▶ **EXERCISE BRIEF**
Search the entries below for "with" and copy each matching line.

────────────────────────────────────────

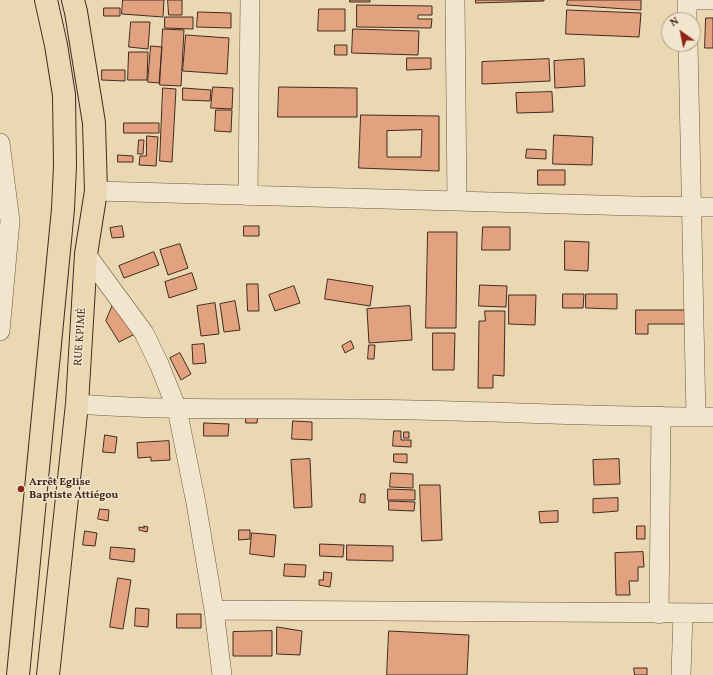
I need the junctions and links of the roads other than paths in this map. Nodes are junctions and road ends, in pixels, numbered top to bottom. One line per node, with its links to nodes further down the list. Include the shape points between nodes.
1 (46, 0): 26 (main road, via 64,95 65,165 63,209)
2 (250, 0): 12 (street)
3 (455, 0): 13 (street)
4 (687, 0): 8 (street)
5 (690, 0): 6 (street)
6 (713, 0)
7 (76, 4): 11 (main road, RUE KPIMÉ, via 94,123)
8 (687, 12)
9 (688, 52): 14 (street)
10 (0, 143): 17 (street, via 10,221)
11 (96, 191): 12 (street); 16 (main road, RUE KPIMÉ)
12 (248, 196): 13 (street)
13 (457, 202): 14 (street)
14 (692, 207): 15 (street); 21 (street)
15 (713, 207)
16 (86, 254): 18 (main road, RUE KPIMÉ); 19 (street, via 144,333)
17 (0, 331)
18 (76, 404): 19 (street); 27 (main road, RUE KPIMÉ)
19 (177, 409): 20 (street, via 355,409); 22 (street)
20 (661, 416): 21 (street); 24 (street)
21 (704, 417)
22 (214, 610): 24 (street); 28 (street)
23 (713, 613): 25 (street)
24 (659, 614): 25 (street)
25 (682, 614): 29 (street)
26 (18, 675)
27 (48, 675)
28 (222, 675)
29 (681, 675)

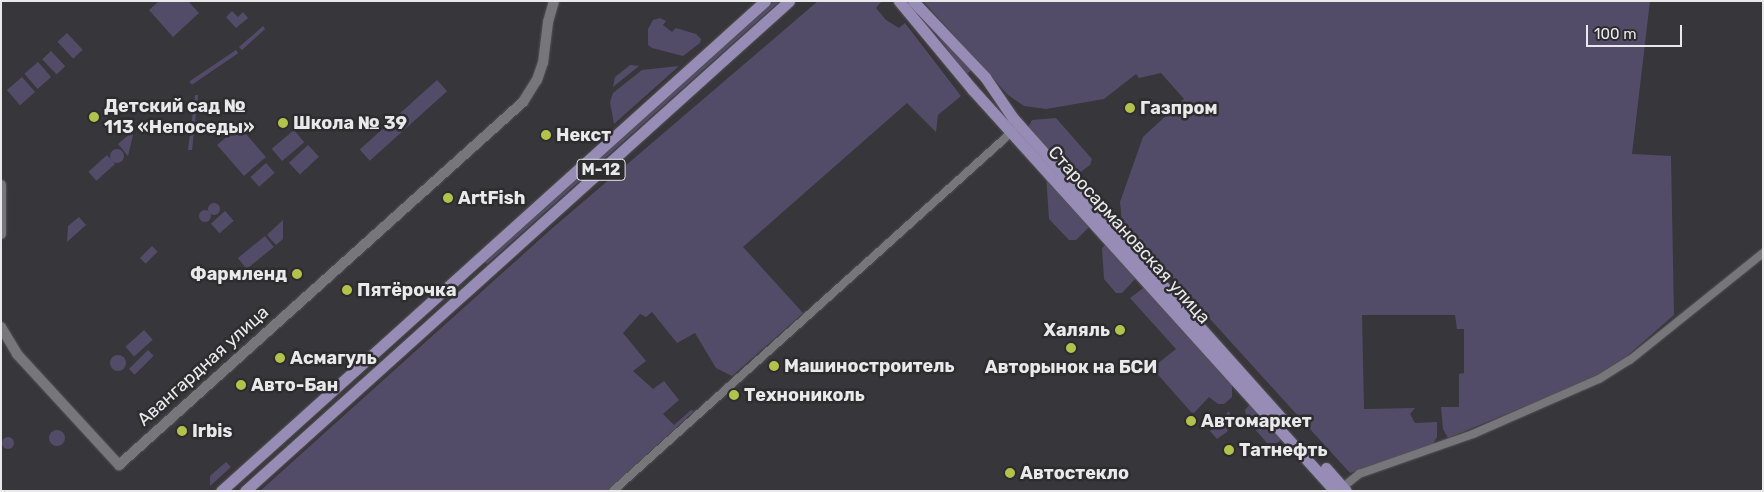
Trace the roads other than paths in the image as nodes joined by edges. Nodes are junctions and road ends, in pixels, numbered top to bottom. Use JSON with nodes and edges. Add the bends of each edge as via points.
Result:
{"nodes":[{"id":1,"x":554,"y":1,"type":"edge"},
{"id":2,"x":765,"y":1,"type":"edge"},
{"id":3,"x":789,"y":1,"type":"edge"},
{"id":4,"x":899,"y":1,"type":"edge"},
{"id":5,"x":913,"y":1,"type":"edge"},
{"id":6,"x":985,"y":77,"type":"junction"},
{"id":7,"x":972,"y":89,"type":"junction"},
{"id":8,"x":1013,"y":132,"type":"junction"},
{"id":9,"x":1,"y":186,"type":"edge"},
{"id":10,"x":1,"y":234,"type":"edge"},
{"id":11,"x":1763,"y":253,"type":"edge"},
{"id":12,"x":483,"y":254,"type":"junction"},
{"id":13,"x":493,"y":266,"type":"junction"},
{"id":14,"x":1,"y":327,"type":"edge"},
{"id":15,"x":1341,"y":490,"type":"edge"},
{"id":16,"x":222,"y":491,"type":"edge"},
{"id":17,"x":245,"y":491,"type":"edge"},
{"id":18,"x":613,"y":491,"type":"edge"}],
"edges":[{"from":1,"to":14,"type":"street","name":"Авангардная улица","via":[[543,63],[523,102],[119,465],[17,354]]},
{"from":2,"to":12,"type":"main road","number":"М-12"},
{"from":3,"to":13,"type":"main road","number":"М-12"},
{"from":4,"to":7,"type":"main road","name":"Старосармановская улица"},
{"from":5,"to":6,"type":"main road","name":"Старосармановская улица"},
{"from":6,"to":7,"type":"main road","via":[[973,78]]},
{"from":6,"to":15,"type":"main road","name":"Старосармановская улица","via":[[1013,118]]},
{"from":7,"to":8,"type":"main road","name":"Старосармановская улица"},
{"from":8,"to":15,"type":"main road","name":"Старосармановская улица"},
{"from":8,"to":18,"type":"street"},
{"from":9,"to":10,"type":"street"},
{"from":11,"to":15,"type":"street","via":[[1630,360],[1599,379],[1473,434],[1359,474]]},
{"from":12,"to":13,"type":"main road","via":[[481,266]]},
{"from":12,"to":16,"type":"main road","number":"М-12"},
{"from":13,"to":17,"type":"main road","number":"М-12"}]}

────────────────────────────────────────

▶ **SOLVED PROBLEM**
I need the junctions and links of the roads other than paths in this map. Nodes are junctions and road ends, in pixels, numbered top to bottom. One line per node, with its links to nodes further down the list. Include the shape points between nodes.
Trace the roads other than paths in the image as nodes joined by edges. Nodes are junctions and road ends, in pixels, numbered top to bottom. Use JSON with nodes and edges. Add the bends of each edge as via points.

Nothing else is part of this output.